Pro tip: We recommend connecting your intercom directly to the internet with a Cat 5/6 ethernet cable. Not only will this make your intercom system more secure, but it will also reduce the chance of interference from other wireless devices and electrical signals.
3. Audio intercoms
Sometimes called an apartment buzzer, an audio intercom allows visitors to speak with tenants inside the building. If the audio intercom system also has a door release device, the tenant can grant building access to the visitor. Audio intercoms are commonly only seen in older buildings because video intercom systems have replaced them.

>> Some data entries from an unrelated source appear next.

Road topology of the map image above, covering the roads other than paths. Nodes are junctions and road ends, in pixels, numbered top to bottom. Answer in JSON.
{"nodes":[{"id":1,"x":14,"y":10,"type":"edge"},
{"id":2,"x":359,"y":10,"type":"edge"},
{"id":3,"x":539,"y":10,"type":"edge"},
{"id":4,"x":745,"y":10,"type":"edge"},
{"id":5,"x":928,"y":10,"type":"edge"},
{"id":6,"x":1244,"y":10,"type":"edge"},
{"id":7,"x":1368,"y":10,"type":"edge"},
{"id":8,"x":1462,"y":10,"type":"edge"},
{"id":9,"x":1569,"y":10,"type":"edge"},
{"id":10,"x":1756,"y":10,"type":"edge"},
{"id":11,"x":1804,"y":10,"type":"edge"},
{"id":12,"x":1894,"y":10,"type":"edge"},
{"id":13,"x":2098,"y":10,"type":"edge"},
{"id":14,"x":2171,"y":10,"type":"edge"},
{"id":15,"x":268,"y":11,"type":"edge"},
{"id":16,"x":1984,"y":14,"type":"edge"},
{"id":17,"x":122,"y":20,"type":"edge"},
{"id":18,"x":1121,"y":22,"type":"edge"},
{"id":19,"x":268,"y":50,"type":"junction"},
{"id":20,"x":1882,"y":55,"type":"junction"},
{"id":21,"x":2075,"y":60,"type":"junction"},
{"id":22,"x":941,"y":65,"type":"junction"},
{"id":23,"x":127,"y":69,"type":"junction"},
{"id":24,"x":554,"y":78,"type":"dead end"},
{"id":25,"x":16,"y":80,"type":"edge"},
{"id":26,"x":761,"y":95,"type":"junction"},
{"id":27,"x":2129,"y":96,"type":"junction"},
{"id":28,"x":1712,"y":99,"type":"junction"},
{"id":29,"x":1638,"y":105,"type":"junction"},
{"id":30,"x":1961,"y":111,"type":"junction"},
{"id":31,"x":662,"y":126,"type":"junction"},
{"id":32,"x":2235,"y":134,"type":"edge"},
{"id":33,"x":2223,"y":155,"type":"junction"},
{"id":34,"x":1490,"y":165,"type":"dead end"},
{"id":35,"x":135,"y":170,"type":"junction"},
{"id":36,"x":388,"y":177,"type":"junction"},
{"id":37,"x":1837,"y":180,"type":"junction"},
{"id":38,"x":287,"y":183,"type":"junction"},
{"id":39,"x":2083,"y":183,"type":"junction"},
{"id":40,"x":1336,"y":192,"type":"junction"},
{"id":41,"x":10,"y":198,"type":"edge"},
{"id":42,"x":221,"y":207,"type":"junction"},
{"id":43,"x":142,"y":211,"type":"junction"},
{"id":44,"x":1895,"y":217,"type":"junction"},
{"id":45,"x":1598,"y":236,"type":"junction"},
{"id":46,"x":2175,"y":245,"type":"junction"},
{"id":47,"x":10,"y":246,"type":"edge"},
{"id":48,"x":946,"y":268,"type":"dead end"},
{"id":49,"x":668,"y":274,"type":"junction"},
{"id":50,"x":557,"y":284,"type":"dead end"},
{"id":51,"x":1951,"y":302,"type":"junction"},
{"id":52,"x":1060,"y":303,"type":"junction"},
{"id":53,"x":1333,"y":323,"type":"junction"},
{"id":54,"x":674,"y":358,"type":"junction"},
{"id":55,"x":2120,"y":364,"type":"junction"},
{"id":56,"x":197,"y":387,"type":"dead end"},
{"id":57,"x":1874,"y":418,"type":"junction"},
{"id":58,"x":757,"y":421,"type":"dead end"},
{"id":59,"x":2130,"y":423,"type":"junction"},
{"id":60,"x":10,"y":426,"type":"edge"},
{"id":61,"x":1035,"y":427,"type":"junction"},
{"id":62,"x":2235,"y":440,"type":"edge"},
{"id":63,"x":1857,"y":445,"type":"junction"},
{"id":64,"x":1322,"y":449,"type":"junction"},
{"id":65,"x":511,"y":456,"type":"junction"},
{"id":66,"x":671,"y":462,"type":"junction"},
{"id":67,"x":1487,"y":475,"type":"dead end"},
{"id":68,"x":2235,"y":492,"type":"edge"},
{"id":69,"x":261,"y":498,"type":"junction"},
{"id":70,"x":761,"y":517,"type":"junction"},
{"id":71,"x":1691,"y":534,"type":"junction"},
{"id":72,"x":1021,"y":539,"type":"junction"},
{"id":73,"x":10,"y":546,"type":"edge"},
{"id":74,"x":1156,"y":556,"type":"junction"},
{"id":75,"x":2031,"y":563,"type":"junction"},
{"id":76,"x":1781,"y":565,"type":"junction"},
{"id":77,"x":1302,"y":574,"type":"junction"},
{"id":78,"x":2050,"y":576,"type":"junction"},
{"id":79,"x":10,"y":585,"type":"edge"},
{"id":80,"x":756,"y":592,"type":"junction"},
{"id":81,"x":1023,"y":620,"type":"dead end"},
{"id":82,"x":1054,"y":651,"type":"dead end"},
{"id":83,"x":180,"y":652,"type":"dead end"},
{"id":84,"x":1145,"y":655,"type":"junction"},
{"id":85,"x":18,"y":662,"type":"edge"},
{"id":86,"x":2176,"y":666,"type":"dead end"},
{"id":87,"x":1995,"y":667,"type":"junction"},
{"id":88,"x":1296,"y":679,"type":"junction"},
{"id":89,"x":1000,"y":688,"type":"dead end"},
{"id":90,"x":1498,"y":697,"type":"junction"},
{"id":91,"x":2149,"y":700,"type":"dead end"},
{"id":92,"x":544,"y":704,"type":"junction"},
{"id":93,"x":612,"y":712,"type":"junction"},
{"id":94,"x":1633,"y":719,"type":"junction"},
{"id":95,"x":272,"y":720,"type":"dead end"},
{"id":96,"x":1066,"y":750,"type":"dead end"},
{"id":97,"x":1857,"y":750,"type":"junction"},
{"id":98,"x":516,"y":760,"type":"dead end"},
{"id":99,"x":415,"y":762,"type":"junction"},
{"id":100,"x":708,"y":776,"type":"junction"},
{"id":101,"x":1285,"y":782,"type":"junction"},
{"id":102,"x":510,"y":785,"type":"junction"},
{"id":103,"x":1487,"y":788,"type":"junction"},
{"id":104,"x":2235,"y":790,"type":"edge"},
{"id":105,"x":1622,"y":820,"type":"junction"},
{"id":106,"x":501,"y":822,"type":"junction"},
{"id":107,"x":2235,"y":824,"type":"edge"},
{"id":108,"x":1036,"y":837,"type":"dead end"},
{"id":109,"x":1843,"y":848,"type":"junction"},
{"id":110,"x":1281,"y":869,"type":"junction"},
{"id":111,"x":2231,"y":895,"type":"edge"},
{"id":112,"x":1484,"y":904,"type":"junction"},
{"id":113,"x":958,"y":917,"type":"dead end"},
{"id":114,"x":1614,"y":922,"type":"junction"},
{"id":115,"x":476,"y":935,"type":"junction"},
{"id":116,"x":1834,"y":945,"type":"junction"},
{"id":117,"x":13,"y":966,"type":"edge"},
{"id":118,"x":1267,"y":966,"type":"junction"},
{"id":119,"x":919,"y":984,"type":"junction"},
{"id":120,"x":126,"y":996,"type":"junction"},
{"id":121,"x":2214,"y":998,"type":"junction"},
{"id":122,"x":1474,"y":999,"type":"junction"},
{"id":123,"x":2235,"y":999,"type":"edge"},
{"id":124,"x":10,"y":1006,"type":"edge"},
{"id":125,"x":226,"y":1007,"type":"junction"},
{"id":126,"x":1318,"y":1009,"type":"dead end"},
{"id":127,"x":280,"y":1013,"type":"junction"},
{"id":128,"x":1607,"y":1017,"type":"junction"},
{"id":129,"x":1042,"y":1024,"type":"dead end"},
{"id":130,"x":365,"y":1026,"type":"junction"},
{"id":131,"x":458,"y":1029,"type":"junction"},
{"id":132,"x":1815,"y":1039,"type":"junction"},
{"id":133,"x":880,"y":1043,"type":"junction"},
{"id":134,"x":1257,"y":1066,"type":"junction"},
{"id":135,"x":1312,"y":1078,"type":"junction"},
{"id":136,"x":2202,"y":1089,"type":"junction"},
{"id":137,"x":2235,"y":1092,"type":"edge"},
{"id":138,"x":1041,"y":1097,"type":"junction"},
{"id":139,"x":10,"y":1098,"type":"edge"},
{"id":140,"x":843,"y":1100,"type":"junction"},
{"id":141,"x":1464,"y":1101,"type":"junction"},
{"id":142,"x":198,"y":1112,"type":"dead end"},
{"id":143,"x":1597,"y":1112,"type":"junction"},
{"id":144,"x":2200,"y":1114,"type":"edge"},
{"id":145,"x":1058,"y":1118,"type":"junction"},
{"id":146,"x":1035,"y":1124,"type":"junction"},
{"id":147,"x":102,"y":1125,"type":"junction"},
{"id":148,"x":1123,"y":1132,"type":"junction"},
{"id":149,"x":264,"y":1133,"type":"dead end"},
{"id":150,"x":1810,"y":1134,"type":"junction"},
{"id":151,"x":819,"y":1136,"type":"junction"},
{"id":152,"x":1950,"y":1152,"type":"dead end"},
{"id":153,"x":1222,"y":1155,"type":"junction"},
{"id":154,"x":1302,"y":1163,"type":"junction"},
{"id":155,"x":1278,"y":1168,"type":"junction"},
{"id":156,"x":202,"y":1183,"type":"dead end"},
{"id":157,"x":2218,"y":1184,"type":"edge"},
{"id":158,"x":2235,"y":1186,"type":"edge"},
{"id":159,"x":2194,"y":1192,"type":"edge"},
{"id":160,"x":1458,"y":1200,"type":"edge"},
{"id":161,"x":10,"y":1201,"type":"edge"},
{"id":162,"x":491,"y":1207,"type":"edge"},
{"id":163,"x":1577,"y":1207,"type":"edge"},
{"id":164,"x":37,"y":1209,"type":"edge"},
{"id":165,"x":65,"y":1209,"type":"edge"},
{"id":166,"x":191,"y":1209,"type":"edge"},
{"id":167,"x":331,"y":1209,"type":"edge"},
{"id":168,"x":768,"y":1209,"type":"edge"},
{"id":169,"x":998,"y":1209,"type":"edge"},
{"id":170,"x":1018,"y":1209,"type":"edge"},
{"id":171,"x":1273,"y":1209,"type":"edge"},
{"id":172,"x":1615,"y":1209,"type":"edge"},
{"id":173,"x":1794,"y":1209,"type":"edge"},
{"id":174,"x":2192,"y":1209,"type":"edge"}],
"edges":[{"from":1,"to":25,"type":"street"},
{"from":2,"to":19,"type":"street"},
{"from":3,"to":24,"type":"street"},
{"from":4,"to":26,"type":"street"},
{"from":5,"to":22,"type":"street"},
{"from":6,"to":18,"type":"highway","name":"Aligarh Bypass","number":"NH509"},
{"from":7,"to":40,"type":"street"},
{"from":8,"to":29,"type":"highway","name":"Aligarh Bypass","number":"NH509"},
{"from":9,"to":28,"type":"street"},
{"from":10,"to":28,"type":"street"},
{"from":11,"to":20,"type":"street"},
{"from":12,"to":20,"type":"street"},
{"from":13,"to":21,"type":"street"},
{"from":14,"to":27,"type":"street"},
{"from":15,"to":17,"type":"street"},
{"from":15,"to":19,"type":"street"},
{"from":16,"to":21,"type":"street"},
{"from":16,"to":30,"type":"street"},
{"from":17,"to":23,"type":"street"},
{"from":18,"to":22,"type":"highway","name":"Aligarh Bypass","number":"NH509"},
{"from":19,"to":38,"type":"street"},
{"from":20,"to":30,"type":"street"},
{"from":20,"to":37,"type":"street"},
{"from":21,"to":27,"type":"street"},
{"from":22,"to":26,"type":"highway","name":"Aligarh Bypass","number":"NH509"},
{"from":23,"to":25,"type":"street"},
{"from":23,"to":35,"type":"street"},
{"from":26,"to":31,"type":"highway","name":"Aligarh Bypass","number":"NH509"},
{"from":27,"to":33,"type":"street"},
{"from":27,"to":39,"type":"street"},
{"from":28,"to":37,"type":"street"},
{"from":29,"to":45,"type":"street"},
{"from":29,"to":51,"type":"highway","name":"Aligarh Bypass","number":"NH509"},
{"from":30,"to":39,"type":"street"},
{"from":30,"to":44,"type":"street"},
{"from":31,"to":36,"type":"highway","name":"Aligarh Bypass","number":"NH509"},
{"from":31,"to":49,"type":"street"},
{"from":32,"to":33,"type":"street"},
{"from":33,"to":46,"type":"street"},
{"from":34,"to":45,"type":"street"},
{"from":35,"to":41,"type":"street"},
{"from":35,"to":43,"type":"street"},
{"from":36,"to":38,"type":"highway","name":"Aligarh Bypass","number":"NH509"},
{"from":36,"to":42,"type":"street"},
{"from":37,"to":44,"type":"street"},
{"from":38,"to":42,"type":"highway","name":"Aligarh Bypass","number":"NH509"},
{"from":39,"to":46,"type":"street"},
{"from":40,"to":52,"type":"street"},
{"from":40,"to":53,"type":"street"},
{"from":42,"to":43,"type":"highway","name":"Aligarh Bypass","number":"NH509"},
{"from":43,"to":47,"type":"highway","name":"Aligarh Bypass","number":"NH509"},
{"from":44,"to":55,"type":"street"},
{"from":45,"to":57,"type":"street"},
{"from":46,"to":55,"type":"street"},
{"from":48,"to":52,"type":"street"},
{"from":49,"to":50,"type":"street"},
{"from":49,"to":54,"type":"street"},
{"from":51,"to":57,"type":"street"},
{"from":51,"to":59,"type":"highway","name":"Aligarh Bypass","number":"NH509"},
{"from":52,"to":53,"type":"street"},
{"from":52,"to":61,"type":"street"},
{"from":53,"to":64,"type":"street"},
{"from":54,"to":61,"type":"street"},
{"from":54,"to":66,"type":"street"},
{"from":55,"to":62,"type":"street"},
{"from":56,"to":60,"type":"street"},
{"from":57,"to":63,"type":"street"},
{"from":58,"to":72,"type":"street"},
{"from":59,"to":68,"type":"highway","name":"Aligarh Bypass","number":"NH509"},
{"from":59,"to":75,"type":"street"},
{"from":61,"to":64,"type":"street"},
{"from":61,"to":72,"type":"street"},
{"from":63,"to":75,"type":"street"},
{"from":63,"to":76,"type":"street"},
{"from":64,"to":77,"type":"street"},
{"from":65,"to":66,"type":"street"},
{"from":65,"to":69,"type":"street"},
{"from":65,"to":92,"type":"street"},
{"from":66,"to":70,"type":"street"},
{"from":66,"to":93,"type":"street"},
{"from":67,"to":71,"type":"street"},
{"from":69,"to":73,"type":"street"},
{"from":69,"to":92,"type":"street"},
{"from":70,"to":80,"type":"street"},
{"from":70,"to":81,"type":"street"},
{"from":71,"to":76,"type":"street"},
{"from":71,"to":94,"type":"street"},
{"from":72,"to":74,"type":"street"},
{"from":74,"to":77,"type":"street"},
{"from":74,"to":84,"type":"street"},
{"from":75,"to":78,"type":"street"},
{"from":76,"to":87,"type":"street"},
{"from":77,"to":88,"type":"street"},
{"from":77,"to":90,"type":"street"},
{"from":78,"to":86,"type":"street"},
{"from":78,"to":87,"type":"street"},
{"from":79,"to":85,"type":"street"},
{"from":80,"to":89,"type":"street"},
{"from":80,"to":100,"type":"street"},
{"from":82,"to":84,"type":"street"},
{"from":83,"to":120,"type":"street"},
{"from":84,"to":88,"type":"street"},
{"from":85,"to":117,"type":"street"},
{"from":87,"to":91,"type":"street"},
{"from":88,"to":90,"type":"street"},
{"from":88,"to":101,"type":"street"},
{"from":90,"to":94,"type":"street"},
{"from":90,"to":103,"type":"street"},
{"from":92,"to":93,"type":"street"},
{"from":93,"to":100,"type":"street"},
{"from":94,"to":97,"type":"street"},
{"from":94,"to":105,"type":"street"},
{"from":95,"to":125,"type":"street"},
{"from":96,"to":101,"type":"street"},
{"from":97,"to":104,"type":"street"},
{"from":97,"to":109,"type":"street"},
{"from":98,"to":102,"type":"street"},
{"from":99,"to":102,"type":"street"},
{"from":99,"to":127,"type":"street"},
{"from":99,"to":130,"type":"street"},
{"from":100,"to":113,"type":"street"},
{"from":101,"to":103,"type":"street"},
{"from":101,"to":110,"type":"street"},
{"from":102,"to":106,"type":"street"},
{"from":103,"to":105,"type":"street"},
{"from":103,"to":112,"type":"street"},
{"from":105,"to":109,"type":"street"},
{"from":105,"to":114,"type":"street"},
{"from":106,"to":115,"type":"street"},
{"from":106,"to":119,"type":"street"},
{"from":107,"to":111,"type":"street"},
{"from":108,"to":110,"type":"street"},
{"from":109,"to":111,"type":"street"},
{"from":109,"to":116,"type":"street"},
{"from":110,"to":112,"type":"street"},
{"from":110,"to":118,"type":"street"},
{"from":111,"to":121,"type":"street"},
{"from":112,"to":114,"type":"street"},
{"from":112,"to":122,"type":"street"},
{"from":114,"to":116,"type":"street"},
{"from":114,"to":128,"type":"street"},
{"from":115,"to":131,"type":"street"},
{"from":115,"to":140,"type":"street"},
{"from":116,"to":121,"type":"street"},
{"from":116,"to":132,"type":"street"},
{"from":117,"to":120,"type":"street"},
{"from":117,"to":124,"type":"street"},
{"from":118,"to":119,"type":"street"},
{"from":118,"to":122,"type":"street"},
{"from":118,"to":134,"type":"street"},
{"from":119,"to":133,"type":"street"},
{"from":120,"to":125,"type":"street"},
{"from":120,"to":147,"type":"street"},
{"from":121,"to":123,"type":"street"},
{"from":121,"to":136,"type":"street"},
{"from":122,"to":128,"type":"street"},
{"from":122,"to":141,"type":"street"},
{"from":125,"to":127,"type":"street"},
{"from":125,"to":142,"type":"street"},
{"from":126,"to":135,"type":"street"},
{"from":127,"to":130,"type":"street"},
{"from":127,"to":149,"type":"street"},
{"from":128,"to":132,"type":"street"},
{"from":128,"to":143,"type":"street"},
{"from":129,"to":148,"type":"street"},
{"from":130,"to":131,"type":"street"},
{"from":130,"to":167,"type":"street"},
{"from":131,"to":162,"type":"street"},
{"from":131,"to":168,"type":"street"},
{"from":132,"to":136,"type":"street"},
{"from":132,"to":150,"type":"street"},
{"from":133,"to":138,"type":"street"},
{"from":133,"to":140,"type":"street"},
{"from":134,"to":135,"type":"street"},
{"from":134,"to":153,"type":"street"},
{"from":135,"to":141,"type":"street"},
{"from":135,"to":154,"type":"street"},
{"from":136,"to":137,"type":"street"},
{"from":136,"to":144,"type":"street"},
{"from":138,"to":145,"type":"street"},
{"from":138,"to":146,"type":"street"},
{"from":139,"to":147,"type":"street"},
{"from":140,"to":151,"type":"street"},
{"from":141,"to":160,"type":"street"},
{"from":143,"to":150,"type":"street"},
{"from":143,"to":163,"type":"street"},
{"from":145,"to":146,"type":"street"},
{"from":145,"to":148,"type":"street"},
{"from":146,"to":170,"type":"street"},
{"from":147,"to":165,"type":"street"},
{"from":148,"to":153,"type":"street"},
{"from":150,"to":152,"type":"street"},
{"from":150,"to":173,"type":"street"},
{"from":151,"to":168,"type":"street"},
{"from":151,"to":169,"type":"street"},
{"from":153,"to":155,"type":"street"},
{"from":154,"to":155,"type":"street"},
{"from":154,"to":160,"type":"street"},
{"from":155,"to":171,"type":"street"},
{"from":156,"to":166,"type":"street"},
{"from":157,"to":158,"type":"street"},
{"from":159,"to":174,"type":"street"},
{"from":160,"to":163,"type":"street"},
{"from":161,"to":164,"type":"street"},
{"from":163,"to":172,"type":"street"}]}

Pro tip: If you’re designing and building a new property, consider a video intercom. They’re comparable in price with audio intercoms while providing greater functionality. And if you’re considering replacing your audio intercom, a video intercom is a good alternative. But make sure you have the necessary wiring at the location where the intercom will be installed.
4. Video intercoms
In addition to transmitting audio, some intercoms also transmit video.
Video intercoms require:
- A camera to capture the video
- A screen to display it
The ideal video intercom has a built-in camera, but you can also use an external camera. Displaying the video footage requires separate hardware, which you’ll install at various locations throughout the building. Since video requires more bandwidth than audio, it’s best to connect a video intercom directly to the internet.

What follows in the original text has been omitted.